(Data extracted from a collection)
===============

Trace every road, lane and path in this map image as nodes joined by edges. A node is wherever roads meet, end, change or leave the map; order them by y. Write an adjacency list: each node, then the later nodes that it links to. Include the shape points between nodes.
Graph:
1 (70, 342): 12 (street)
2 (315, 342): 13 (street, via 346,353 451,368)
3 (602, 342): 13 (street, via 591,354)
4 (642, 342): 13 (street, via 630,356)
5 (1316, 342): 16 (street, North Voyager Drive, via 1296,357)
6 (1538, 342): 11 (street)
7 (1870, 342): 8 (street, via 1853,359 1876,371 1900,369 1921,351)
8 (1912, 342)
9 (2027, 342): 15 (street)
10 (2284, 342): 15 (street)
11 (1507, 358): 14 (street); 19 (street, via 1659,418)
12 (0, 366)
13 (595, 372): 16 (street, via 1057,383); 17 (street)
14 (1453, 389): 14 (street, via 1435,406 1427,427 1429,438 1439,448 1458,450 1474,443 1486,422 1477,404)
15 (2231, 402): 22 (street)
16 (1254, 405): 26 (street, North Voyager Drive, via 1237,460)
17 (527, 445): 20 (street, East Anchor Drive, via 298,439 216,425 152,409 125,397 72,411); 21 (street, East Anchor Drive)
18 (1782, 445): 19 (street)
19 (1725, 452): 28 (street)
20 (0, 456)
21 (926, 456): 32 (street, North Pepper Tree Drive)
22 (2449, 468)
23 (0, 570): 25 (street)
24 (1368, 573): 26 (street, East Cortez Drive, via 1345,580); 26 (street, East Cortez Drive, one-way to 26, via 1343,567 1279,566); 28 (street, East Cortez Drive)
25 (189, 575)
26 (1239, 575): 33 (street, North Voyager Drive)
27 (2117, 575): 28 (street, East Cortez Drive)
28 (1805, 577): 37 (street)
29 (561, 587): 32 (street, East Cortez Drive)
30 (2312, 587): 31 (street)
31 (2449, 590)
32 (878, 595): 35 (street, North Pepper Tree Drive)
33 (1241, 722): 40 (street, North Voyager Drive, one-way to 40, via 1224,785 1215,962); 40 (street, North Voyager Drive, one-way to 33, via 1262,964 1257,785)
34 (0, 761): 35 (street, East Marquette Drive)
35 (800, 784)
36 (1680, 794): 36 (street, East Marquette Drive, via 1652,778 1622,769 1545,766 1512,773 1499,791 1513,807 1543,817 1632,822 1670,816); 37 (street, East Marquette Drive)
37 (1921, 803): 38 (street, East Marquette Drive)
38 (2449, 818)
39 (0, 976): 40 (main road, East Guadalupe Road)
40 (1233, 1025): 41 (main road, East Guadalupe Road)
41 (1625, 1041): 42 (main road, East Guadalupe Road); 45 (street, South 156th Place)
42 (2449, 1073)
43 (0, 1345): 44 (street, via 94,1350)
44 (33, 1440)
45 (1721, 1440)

===============

Task brief
All of the entries above need to be reproduced verbatim.

Answer section
Trace every road, lane and path in this map image as nodes joined by edges. A node is wherever roads meet, end, change or leave the map; order them by y. Write an adjacency list: each node, then the later nodes that it links to. Include the shape points between nodes.
Graph:
1 (70, 342): 12 (street)
2 (315, 342): 13 (street, via 346,353 451,368)
3 (602, 342): 13 (street, via 591,354)
4 (642, 342): 13 (street, via 630,356)
5 (1316, 342): 16 (street, North Voyager Drive, via 1296,357)
6 (1538, 342): 11 (street)
7 (1870, 342): 8 (street, via 1853,359 1876,371 1900,369 1921,351)
8 (1912, 342)
9 (2027, 342): 15 (street)
10 (2284, 342): 15 (street)
11 (1507, 358): 14 (street); 19 (street, via 1659,418)
12 (0, 366)
13 (595, 372): 16 (street, via 1057,383); 17 (street)
14 (1453, 389): 14 (street, via 1435,406 1427,427 1429,438 1439,448 1458,450 1474,443 1486,422 1477,404)
15 (2231, 402): 22 (street)
16 (1254, 405): 26 (street, North Voyager Drive, via 1237,460)
17 (527, 445): 20 (street, East Anchor Drive, via 298,439 216,425 152,409 125,397 72,411); 21 (street, East Anchor Drive)
18 (1782, 445): 19 (street)
19 (1725, 452): 28 (street)
20 (0, 456)
21 (926, 456): 32 (street, North Pepper Tree Drive)
22 (2449, 468)
23 (0, 570): 25 (street)
24 (1368, 573): 26 (street, East Cortez Drive, via 1345,580); 26 (street, East Cortez Drive, one-way to 26, via 1343,567 1279,566); 28 (street, East Cortez Drive)
25 (189, 575)
26 (1239, 575): 33 (street, North Voyager Drive)
27 (2117, 575): 28 (street, East Cortez Drive)
28 (1805, 577): 37 (street)
29 (561, 587): 32 (street, East Cortez Drive)
30 (2312, 587): 31 (street)
31 (2449, 590)
32 (878, 595): 35 (street, North Pepper Tree Drive)
33 (1241, 722): 40 (street, North Voyager Drive, one-way to 40, via 1224,785 1215,962); 40 (street, North Voyager Drive, one-way to 33, via 1262,964 1257,785)
34 (0, 761): 35 (street, East Marquette Drive)
35 (800, 784)
36 (1680, 794): 36 (street, East Marquette Drive, via 1652,778 1622,769 1545,766 1512,773 1499,791 1513,807 1543,817 1632,822 1670,816); 37 (street, East Marquette Drive)
37 (1921, 803): 38 (street, East Marquette Drive)
38 (2449, 818)
39 (0, 976): 40 (main road, East Guadalupe Road)
40 (1233, 1025): 41 (main road, East Guadalupe Road)
41 (1625, 1041): 42 (main road, East Guadalupe Road); 45 (street, South 156th Place)
42 (2449, 1073)
43 (0, 1345): 44 (street, via 94,1350)
44 (33, 1440)
45 (1721, 1440)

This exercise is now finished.